Wed May 27, 2009 1:46 pm
Post Re: Elite school references in film
Ricky Polim wrote:
I don't go to MIT, but i'm really sure real MIT students and professors aren't as stupid as the characters in last year's "21"

wasn't that supposed to be based on a real story, i heard that somewhere. maybe its just bullshit. i dont know.

anyway, yeah. it is a cheap trick. and an overused one. but id say in some cases, it does work.


Wed May 27, 2009 1:59 pm
Post Re: Elite school references in film
Yeah, and forget film/tv--what about in the professional world and in politics? It's just Yale this, Harvard law that! Of course Obama went to Harvard--what a poorly written character!


Wed May 27, 2009 2:11 pm
Post Re: Elite school references in film
aameen wrote:
Ricky Polim wrote:
I don't go to MIT, but i'm really sure real MIT students and professors aren't as stupid as the characters in last year's "21"

wasn't that supposed to be based on a real story, i heard that somewhere. maybe its just bullshit. i dont know.

anyway, yeah. it is a cheap trick. and an overused one. but id say in some cases, it does work.


It was based on a real story, but embellished for Hollywood.
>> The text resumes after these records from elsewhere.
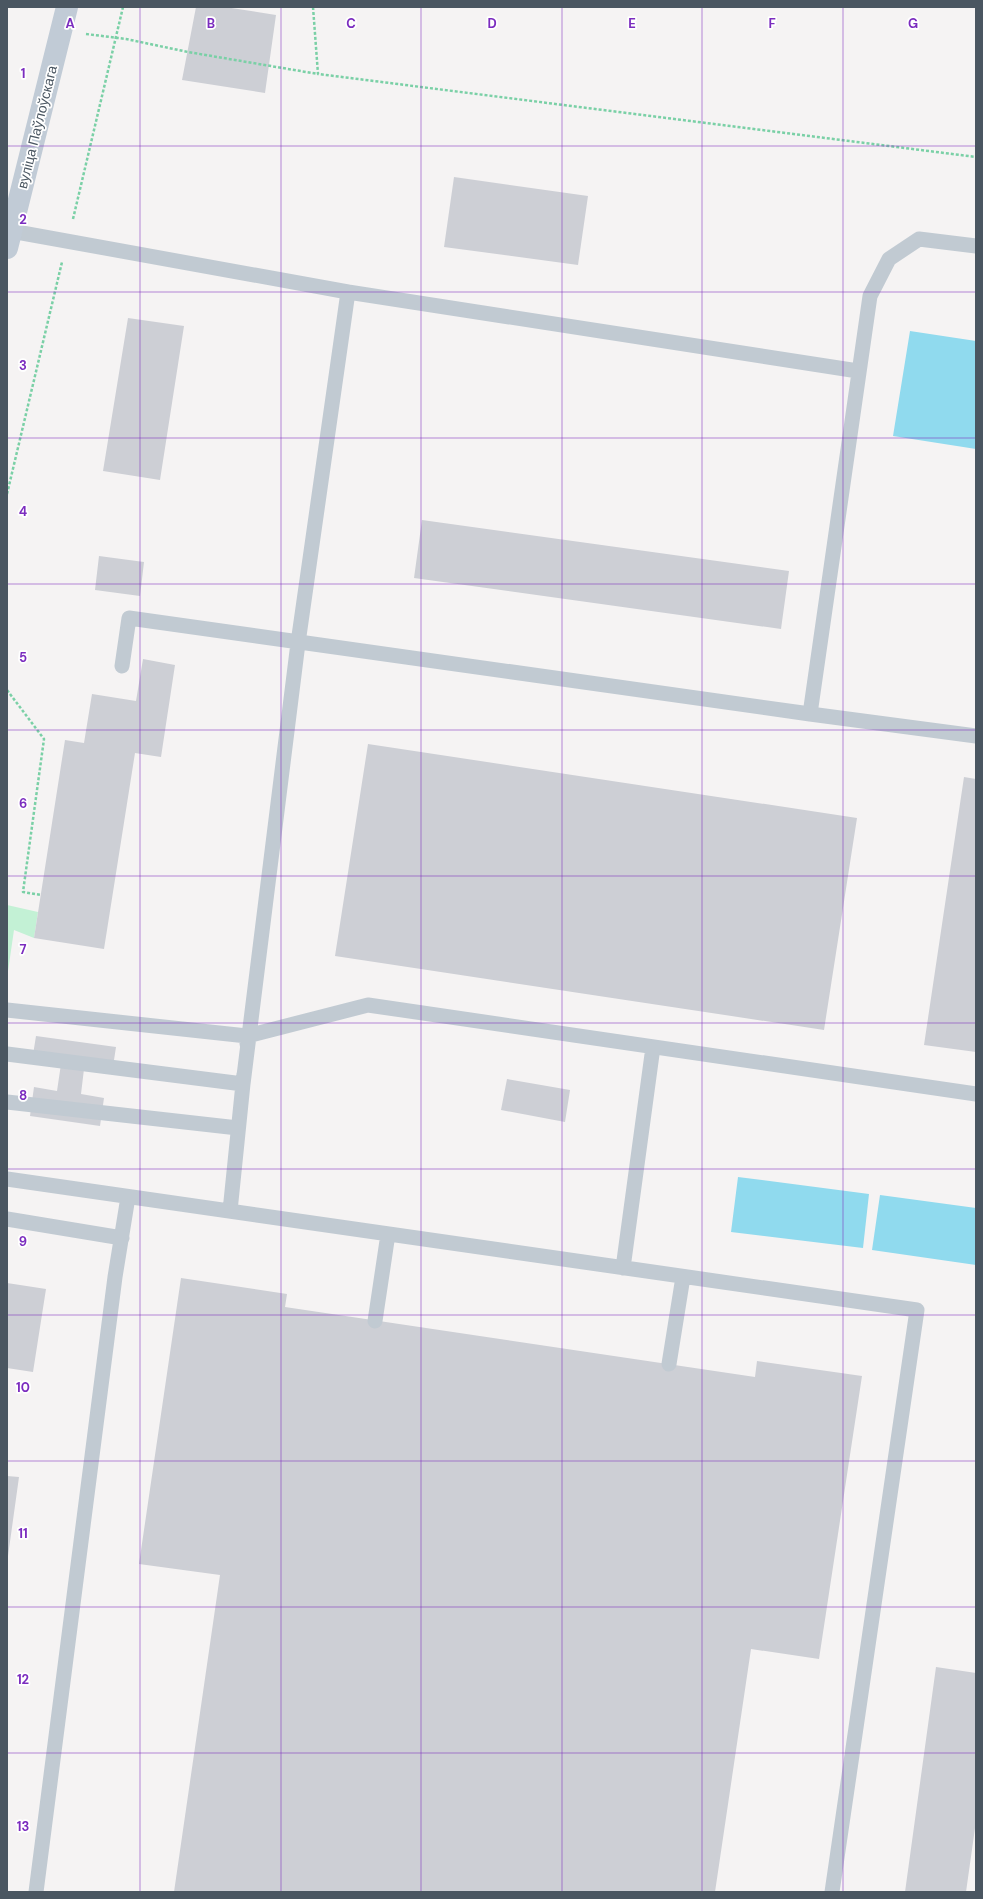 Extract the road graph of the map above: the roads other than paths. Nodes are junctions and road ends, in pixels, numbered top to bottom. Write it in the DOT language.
graph roads {
  1 [pos="67,7"];
  2 [pos="9,239"];
  3 [pos="976,246"];
  4 [pos="348,292"];
  5 [pos="858,371"];
  6 [pos="298,643"];
  7 [pos="122,666"];
  8 [pos="810,714"];
  9 [pos="976,736"];
  10 [pos="7,1010"];
  11 [pos="247,1036"];
  12 [pos="653,1047"];
  13 [pos="7,1054"];
  14 [pos="243,1084"];
  15 [pos="976,1094"];
  16 [pos="7,1102"];
  17 [pos="238,1128"];
  18 [pos="7,1180"];
  19 [pos="128,1197"];
  20 [pos="230,1211"];
  21 [pos="7,1220"];
  22 [pos="388,1234"];
  23 [pos="122,1238"];
  24 [pos="623,1268"];
  25 [pos="683,1276"];
  26 [pos="375,1321"];
  27 [pos="669,1364"];
  28 [pos="36,1892"];
  29 [pos="832,1892"];
  1 -- 2 [label="street, вуліца Паўлоўскага"];
  2 -- 4 [label="lane"];
  3 -- 5 [label="lane"];
  4 -- 5 [label="lane"];
  4 -- 6 [label="lane"];
  5 -- 8 [label="lane"];
  6 -- 7 [label="lane"];
  6 -- 8 [label="lane"];
  6 -- 11 [label="lane"];
  8 -- 9 [label="lane"];
  10 -- 11 [label="lane"];
  11 -- 12 [label="lane"];
  11 -- 14 [label="lane"];
  12 -- 15 [label="lane"];
  12 -- 24 [label="lane"];
  13 -- 14 [label="lane"];
  14 -- 17 [label="lane"];
  16 -- 17 [label="lane"];
  17 -- 20 [label="lane"];
  18 -- 19 [label="lane"];
  19 -- 20 [label="lane"];
  19 -- 23 [label="lane"];
  20 -- 22 [label="lane"];
  21 -- 23 [label="lane"];
  22 -- 24 [label="lane"];
  22 -- 26 [label="lane"];
  23 -- 28 [label="lane"];
  24 -- 25 [label="lane"];
  25 -- 27 [label="lane"];
  25 -- 29 [label="lane"];
}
I have a working hypothesis that when a movie says "based on a true story" its quality dictates that you run the other way.


Wed May 27, 2009 2:15 pm
Post Re: Elite school references in film
Trevor wrote:
Yeah, and forget film/tv--what about in the professional world and in politics? It's just Yale this, Harvard law that! Of course Obama went to Harvard--what a poorly written character!
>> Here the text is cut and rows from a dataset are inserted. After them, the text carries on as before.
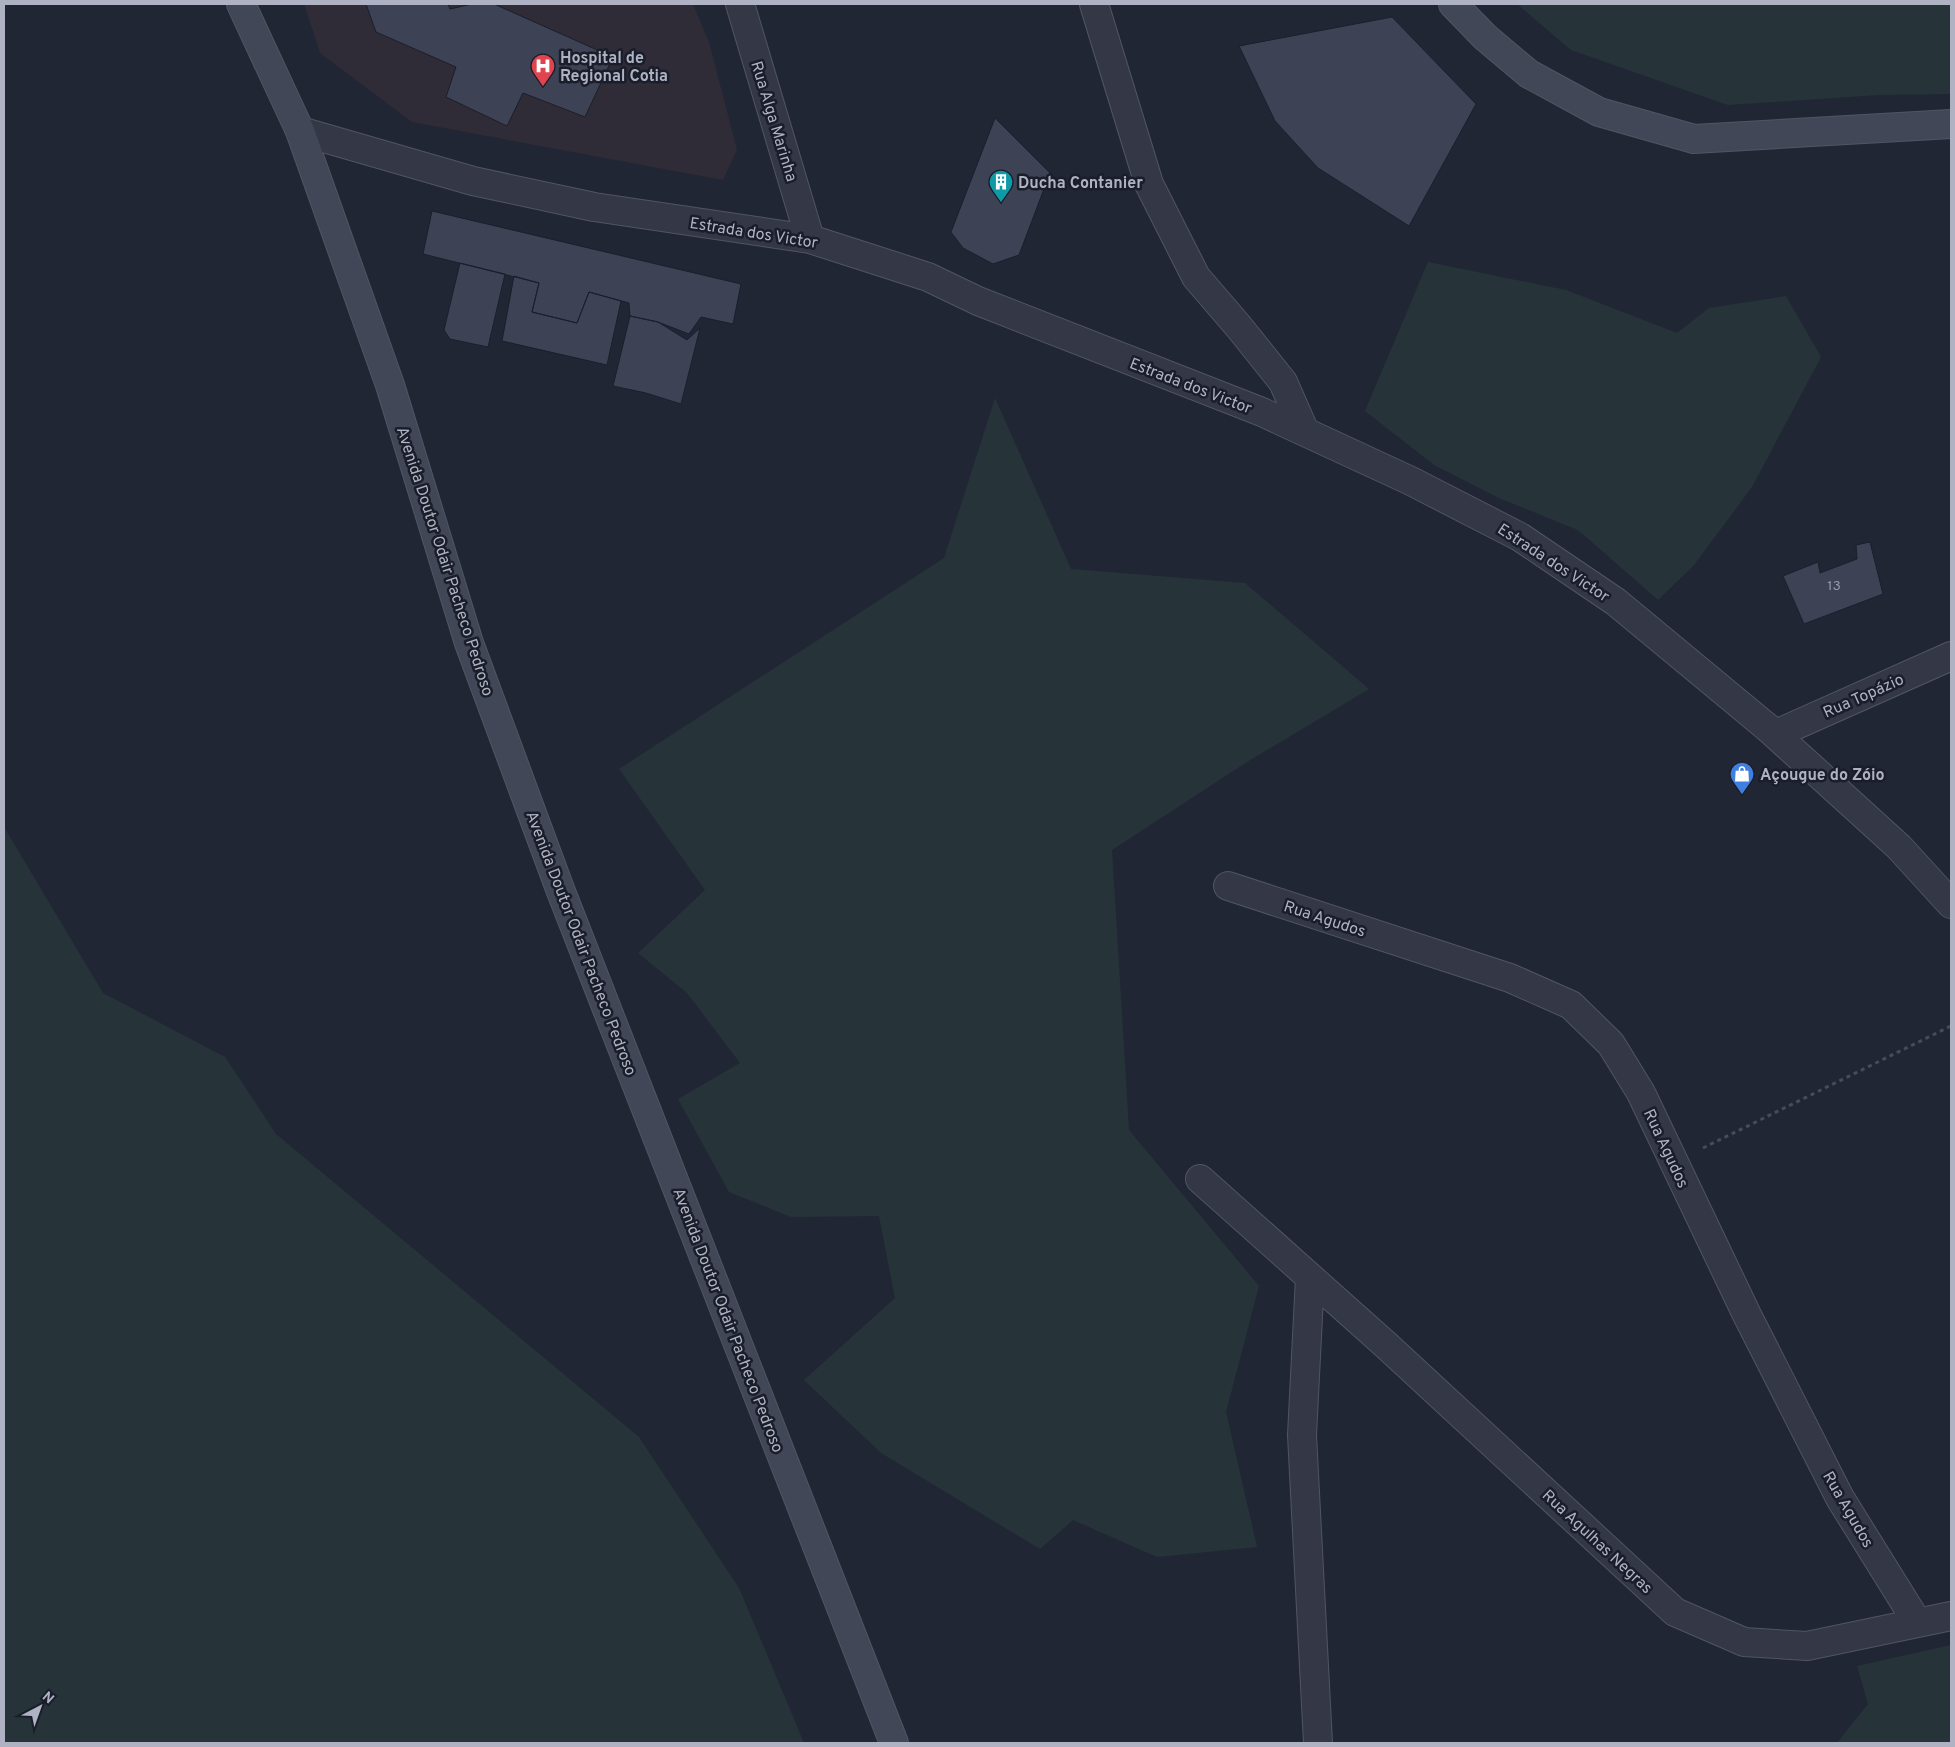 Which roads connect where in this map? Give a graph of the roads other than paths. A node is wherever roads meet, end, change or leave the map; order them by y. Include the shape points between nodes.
1 (241, 4) edge
2 (740, 4) edge
3 (1094, 4) edge
4 (1453, 4) edge
5 (1951, 124) edge
6 (300, 131) junction
7 (810, 239) junction
8 (1305, 432) junction
9 (1951, 656) edge
10 (1772, 731) junction
11 (1228, 886) dead end
12 (1951, 904) edge
13 (1200, 1179) dead end
14 (1310, 1276) junction
15 (1951, 1616) edge
16 (1917, 1622) junction
17 (894, 1743) edge
18 (1318, 1743) edge

1 - 6 main road, Avenida Doutor Odair Pacheco Pedroso
2 - 7 street, Rua Alga Marinha
3 - 8 street via 1149,184 1196,278 1282,382
4 - 5 main road via 1485,37 1530,74 1599,112 1694,139
6 - 7 street, Estrada dos Victor via 473,181 594,207
6 - 17 main road, Avenida Doutor Odair Pacheco Pedroso via 390,385 469,643 560,889
7 - 8 street, Estrada dos Victor via 928,277 978,301 1262,412
8 - 10 street, Estrada dos Victor via 1520,537 1616,602
9 - 10 street, Rua Topázio
10 - 12 street, Estrada dos Victor via 1899,847
11 - 16 street, Rua Agudos via 1510,978 1571,1005 1612,1044 1641,1093 1840,1498
13 - 14 street, Rua Agulhas Negras
14 - 16 street, Rua Agulhas Negras via 1674,1612 1744,1642 1807,1646
14 - 18 street via 1302,1435
15 - 16 street, Rua Agulhas Negras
:lol: :lol: :lol: :lol: :lol: :lol: :lol: :lol:

but he didnt win cuz he was from harvard, he won cuz he could say "I'm not Bush" better than McCain. so i wont exactly put it to exploiting the harvard name. rather the bush name. :lol: :lol: :lol: :lol:


Wed May 27, 2009 2:23 pm
Post Re: Elite school references in film
Trevor wrote:
Yeah, and forget film/tv--what about in the professional world and in politics? It's just Yale this, Harvard law that! Of course Obama went to Harvard--what a poorly written character!

Perhaps I should have been specified fictional characters for the slower members of the audience. Now we know why voiceovers are overused...


Wed May 27, 2009 2:44 pm
Post Re: Elite school references in film
authun wrote:
Trevor wrote:
Yeah, and forget film/tv--what about in the professional world and in politics? It's just Yale this, Harvard law that! Of course Obama went to Harvard--what a poorly written character!
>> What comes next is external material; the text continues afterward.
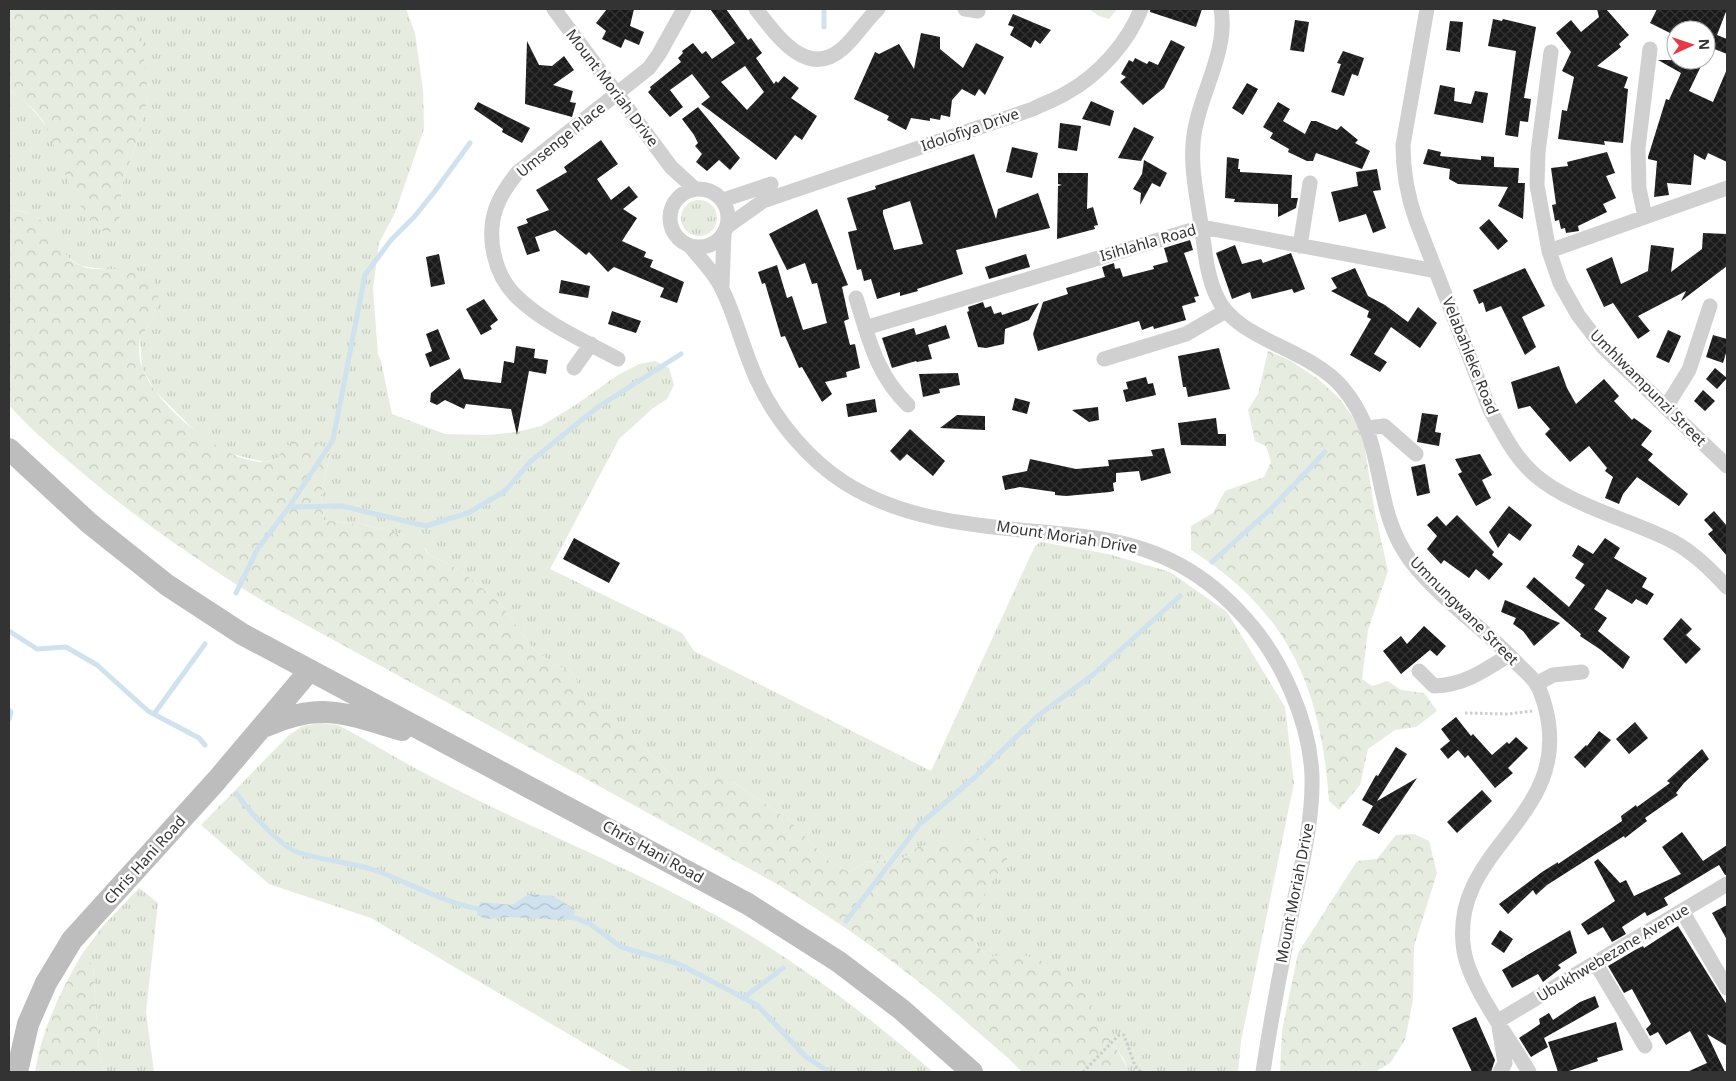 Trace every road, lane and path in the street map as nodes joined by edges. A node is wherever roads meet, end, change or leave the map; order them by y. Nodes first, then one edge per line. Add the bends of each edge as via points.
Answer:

Perhaps I should have been specified fictional characters for the slower members of the audience. Now we know why voiceovers are overused...


And maybe you should understand what sarcasm and jokes are


Wed May 27, 2009 2:50 pm
Post Re: Elite school references in film
I think he might have been joking?...maybe? lol

i'm referring to authun's comment.


Wed May 27, 2009 2:53 pm
Post Re: Elite school references in film
authun wrote:
Was it truly the crappy vision of the Ivy League schools, in their documented corruption of the educational foundations of their respective institutions by colluding to exclude merit-based scholars, to become props at the disposal of Hollywood hack writers to drop their names as references to convince audiences of the intellectual qualities of bimbo-like actors?

If I hear one more dropping of the name Harvard in reference to the education of some underdeveloped character in another, for me, instantly crappy film, I think I might puke.
I understand where you’re coming from. I’m sure I don’t have to add that it’s a lazy habit that bad writers use to signify that their characters have intellectual depth.
Quote:
The commercialization of America's "highest" institutes of learning has to be one of the most grossly disappointing developments, in a time of grossly disappointing developments, due to its long-term impact. How much respect has been drained from the bricks left behind?!? I don't mean this so much as a knock on the students there. I watch the Simpsons. I can recognize the brilliance in a good many of the students. I find it a shame, though, that the administration of the institutions has allowed their academic respect to diminish in such a fashion. Of course, they have no direct control over Hollywood, but my feeling is that there is a form of connection there.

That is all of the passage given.